The challenge is run in multiple Phases grouped in rounds, alternating AutoML contests and Tweakathons. There are 6 six rounds: Round 0 (Preparation round), followed by 5 rounds of progressive difficulty (Novice, Intermediate, Advanced, Expert, and Master). Except for round 0 (preparation) and round 5 (termination), all rounds include 3 phases, alternating Tweakathons and AutoML contests (NOTE: THERE ARE NO PRIZES FOR THE HACKATHONS):

Phase in round [n] Goal Duration Submissions Data Leaderboard scores Prizes
[+] AutoML[n] Blind test of code Short NONE (code migrated) New datasets, not downloadable Test set results Yes
Tweakathon[n] Manual tweaking 1 month Code and/or results Datasets downloadable Validation set results No
[+] Final[n] Results of Tweakathon revealed Short NONE (results migrated) NA Test set results Yes

The results of the last submission made are shown on the leaderboard. Submissions are made in Tweakathon phases only. The last submission of one phase migrates automatically to the next one. If code is submitted, this makes it possible to participate to subsequent phases without making new submissions.

Code vs. result submission

To participate in the AutoML[n] phase, code must be submitted in Tweakathon[n-1]. To participate in the Final[n], code or results must be submitted in Tweakathon[n]. If both code and (well-formatted) results are submitted, in  Tweakathon[n] the results are used for scoring rather than re-running the code in Tweakathon[n] and Final[n]. The code is executed when results are unavailable or not well formatted. Hence there is no disadvantage to submitting both results and code. There is no obligation to submit the code, which has produced the results provided. Using mixed submissions of results and code, different methods can be used to enter the Tweakathon/Final phases and to enter the AutoML phases.


There are 5 datasets in each round spanning a range of difficulties:

  • Different tasks: regression, binary classification, multi-class classification, multi-label classification.
  • Class balance: Balanced or unbalanced class proportions.
  • Sparsity: Full matrices or sparse matrices.
  • Missing values: Presence or absence of missing values.
  • Categorical variables: Presence or absence of categorical variables.
  • Irrelevant variables: Presence or absence of additional irrelevant variables (distractors).
  • Number Ptr of training examples: Small or large number of training examples.
  • Number N of variables/features: Small or large number of variables.
  • Aspect ratio Ptr/N of the training data matrix: Ptr>>N, Ptr~=N or Ptr<<N.

We will progressively introduce difficulties from round to round (each round cumulating all the difficulties of the previous ones plus new ones): Some datasets may be recycled from previous challenges, but reformatted into new representations, except for the final MASTER round, which includes only completely new data.

  1. NOVICE: Binary classification problems only; no missing data; no categorical variables; moderate number of features (<2000); balanced classes; BUT sparse and full matrices; presence of irrelevant variables; various Ptr/N.
  2. INTERMEDIATE: Multi-class and binary classification problems + additional difficulties including: unbalanced classes; small and large number of classes (several hundred); some missing values; some categorical variables; up to 5000 features.
  3. ADVANCED: All types of classification problems, including multi-label + additional difficulties including: up to 300,000 features.
  4. EXPERT: Classification and regression problems, all difficulties.
  5. MASTER: Classification and regression problems, all difficulties, completely new datasets.



This challenge is brought to you by ChaLearn.
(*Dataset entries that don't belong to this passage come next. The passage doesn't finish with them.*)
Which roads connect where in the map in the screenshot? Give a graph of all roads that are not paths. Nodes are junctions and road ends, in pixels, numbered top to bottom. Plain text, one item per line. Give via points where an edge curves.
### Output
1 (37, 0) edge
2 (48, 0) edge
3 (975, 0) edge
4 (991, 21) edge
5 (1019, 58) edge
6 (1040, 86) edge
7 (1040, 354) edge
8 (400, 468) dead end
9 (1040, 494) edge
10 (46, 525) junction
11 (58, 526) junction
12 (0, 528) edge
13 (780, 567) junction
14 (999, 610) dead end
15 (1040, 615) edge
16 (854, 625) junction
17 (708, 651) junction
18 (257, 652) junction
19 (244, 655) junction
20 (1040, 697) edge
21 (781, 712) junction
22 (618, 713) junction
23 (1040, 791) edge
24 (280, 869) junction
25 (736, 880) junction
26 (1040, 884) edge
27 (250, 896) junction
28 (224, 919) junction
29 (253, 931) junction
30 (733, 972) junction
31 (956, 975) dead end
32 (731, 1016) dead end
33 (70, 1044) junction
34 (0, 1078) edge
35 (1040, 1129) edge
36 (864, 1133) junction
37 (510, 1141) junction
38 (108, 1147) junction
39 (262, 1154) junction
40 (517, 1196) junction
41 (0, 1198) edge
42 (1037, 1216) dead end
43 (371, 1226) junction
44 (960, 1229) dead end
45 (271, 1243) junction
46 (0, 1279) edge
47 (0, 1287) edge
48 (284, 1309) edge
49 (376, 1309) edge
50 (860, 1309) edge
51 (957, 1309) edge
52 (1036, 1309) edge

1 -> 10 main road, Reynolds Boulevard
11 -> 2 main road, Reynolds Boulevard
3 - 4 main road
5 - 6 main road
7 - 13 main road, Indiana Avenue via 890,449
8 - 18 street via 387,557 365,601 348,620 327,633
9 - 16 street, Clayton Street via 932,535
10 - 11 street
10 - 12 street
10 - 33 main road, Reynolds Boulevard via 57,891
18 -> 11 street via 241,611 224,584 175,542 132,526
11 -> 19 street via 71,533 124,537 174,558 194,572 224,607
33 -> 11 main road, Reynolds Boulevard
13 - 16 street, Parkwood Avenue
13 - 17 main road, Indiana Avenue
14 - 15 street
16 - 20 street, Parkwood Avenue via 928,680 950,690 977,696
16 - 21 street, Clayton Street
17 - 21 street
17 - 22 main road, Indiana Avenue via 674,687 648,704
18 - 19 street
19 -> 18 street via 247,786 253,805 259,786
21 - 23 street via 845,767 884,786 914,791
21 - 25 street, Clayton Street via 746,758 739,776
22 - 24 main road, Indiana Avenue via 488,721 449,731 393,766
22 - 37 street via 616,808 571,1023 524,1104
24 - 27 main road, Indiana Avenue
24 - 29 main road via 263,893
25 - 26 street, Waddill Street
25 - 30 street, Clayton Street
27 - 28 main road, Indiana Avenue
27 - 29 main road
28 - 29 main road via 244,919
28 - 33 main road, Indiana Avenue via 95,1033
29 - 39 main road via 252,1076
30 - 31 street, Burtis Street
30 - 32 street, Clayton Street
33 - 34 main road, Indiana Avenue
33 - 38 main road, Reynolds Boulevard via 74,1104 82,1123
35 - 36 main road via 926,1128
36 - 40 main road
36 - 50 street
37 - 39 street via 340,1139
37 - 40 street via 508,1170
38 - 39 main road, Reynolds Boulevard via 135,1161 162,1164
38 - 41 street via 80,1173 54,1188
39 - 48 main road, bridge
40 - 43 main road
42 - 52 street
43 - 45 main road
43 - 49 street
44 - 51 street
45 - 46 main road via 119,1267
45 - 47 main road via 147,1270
Contact the organizers.

Challenge Rules

  • General Terms: This challenge is governed by the General ChaLearn Contest Rule Terms, the Codalab Terms and Conditions, and the specific rules set forth.
  • Announcements: To receive announcements and be informed of any change in rules, the participants must provide a valid email.
  • Conditions of participation: Participation requires complying with the rules of the challenge. THERE ARE NO PRIZES FOR THE HACKATHONS.
  • Dissemination: The participants will be invited to attend a workshop organized in conjunction with a major machine learning conference and contribute to the proceedings. The challenge is part of the competition program of the IJCNN 2015 conference.
  • Registration: The participants must register to Codalab and provide a valid email address. Teams must register only once and provide a group email, which is forwarded to all team members. Teams or solo participants registering multiple times to gain an advantage in the competition may be disqualified.
  • Anonymity: The participants who do not present their results at the workshop can elect to remain anonymous by using a pseudonym. Their results will be published on the leaderboard under that pseudonym, and their real name will remain confidential. See our privacy policy for details.
  • Submission method: The results must be submitted through this CodaLab competition site. The participants can make up to 5 submissions per day in the Tweakathon phases. Using multiple accounts to increase the number of submissions in NOT permitted. There are NO submissions in the Final and AutoML phases (the submissions from the previous Tweakathon phase migrate automatically). In case of problem, send email to The entries must be formatted as specified on the Evaluation page.
  • Awards: There are no awards for the hackathon/bootcamp, enter the AutoML challenge if you want to earn awards. 


This challenge is brought to you by ChaLearn. Contact the organizers.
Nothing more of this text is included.